--- TASK DETAILS ---
Your job is to return every line of the listing holding the string "Herderallee".

--- AVAILABLE DATA ---
^^^^^^^^^^^^^^^^
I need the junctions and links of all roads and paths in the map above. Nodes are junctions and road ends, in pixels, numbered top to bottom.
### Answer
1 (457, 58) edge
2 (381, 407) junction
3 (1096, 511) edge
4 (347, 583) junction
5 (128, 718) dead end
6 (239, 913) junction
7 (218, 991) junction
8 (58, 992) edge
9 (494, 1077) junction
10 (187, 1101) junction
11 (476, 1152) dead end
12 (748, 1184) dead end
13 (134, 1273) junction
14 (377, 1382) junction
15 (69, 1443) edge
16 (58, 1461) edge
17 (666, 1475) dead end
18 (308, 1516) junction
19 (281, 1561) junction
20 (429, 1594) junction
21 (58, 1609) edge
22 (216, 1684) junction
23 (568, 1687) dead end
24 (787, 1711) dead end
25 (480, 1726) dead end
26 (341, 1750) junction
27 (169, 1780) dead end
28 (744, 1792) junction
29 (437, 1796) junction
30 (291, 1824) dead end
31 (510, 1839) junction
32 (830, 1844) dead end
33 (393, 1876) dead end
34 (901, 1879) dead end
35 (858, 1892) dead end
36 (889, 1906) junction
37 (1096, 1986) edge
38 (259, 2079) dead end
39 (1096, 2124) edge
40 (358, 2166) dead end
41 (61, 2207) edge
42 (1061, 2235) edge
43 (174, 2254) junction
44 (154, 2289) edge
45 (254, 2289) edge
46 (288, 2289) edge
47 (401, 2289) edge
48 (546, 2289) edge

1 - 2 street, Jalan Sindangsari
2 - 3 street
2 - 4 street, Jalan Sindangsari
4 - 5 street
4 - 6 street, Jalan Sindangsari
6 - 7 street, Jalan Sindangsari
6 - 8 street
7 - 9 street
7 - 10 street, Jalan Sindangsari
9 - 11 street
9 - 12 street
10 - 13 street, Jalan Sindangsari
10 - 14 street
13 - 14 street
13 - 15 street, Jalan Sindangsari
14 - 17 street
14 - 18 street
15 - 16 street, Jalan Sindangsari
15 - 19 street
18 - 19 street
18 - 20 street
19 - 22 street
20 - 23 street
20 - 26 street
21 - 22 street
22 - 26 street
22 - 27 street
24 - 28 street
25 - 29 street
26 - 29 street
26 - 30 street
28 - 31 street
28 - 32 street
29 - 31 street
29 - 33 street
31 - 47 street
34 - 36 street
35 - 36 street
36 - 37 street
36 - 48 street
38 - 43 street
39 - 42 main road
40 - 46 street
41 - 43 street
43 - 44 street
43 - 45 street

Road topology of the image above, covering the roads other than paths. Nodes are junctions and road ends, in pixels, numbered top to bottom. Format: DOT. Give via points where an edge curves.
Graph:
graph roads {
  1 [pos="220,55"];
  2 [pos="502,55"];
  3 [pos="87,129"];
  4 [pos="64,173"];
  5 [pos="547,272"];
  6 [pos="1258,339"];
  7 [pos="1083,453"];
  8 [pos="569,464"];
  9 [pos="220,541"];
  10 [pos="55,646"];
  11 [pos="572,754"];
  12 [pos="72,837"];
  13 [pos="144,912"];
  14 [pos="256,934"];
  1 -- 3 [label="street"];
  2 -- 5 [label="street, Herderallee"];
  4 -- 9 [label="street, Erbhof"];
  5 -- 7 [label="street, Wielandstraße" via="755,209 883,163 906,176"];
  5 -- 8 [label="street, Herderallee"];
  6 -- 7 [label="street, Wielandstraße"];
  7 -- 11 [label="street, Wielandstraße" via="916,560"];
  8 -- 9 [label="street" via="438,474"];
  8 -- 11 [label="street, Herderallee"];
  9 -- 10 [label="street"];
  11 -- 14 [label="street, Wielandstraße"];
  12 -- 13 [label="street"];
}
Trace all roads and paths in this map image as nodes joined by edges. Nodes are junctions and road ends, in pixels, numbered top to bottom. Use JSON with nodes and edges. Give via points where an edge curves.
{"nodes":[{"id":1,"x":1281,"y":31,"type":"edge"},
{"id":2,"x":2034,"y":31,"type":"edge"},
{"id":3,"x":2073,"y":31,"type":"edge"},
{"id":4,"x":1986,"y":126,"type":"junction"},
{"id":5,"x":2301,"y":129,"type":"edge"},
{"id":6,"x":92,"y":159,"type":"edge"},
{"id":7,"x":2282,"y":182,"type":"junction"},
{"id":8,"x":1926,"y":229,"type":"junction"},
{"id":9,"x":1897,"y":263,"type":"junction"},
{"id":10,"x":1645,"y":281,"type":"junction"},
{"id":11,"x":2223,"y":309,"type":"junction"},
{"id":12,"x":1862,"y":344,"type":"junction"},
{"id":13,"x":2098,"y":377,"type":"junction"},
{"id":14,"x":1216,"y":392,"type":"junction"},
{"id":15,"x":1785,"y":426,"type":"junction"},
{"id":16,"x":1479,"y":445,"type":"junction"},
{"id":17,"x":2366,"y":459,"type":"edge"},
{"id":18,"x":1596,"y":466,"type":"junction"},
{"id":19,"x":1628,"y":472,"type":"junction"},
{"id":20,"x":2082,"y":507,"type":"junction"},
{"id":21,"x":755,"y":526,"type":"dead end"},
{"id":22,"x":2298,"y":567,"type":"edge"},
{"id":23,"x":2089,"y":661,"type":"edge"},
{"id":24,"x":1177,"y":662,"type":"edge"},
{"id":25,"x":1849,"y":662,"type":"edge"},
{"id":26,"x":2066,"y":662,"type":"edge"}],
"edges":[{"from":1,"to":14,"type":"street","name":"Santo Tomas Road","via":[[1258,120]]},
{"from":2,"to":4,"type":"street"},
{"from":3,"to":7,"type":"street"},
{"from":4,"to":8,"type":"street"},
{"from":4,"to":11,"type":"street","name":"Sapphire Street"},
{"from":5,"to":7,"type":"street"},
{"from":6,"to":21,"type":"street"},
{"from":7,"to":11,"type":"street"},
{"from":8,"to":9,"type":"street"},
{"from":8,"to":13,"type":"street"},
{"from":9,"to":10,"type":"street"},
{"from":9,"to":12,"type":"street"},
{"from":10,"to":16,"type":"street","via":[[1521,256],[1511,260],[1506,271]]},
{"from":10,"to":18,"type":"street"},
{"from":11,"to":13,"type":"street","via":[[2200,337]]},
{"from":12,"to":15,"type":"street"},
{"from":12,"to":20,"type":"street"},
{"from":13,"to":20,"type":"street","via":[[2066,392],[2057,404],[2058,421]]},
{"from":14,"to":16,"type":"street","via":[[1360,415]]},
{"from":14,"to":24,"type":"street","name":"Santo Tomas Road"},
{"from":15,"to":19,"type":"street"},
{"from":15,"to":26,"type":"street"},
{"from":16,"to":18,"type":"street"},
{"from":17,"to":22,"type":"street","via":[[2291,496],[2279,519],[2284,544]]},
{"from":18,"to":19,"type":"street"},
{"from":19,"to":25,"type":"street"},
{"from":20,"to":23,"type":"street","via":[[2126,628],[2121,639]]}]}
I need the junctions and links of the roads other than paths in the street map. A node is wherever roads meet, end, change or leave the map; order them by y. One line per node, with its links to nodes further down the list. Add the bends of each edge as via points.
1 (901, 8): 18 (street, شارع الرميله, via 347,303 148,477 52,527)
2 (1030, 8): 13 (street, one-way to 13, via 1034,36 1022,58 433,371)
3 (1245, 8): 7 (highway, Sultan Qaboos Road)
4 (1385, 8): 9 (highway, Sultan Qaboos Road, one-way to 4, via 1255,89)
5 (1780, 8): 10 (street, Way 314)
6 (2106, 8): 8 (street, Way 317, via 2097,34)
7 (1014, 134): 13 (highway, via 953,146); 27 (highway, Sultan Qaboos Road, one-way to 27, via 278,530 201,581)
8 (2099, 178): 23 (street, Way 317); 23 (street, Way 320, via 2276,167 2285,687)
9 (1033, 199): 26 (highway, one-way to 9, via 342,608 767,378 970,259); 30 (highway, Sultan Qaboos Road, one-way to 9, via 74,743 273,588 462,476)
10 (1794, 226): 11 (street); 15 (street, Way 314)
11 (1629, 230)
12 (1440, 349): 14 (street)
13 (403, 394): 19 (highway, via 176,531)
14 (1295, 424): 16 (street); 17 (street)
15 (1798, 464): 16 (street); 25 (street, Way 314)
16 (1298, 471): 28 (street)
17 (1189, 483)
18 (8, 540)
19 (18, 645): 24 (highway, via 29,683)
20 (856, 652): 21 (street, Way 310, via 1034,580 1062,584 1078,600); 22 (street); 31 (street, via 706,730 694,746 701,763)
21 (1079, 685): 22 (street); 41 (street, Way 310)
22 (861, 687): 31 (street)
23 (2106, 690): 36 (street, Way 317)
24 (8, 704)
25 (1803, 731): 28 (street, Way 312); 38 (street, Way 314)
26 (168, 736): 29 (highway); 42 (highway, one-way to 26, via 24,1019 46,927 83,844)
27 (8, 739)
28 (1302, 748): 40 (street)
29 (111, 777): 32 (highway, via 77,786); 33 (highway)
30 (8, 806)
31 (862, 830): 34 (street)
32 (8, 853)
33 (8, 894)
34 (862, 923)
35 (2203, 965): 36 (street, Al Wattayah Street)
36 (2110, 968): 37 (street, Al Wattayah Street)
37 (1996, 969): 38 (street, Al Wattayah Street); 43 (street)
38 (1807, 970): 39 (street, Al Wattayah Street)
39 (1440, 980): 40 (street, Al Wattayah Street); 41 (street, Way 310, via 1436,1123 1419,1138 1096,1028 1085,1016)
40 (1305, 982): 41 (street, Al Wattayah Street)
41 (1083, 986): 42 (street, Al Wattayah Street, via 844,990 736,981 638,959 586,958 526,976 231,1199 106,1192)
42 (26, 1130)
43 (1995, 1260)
^^^^^^^^^^^^^^^^
--- OUTPUT OF THE EXERCISE ---
  2 -- 5 [label="street, Herderallee"];
  5 -- 8 [label="street, Herderallee"];
  8 -- 11 [label="street, Herderallee"];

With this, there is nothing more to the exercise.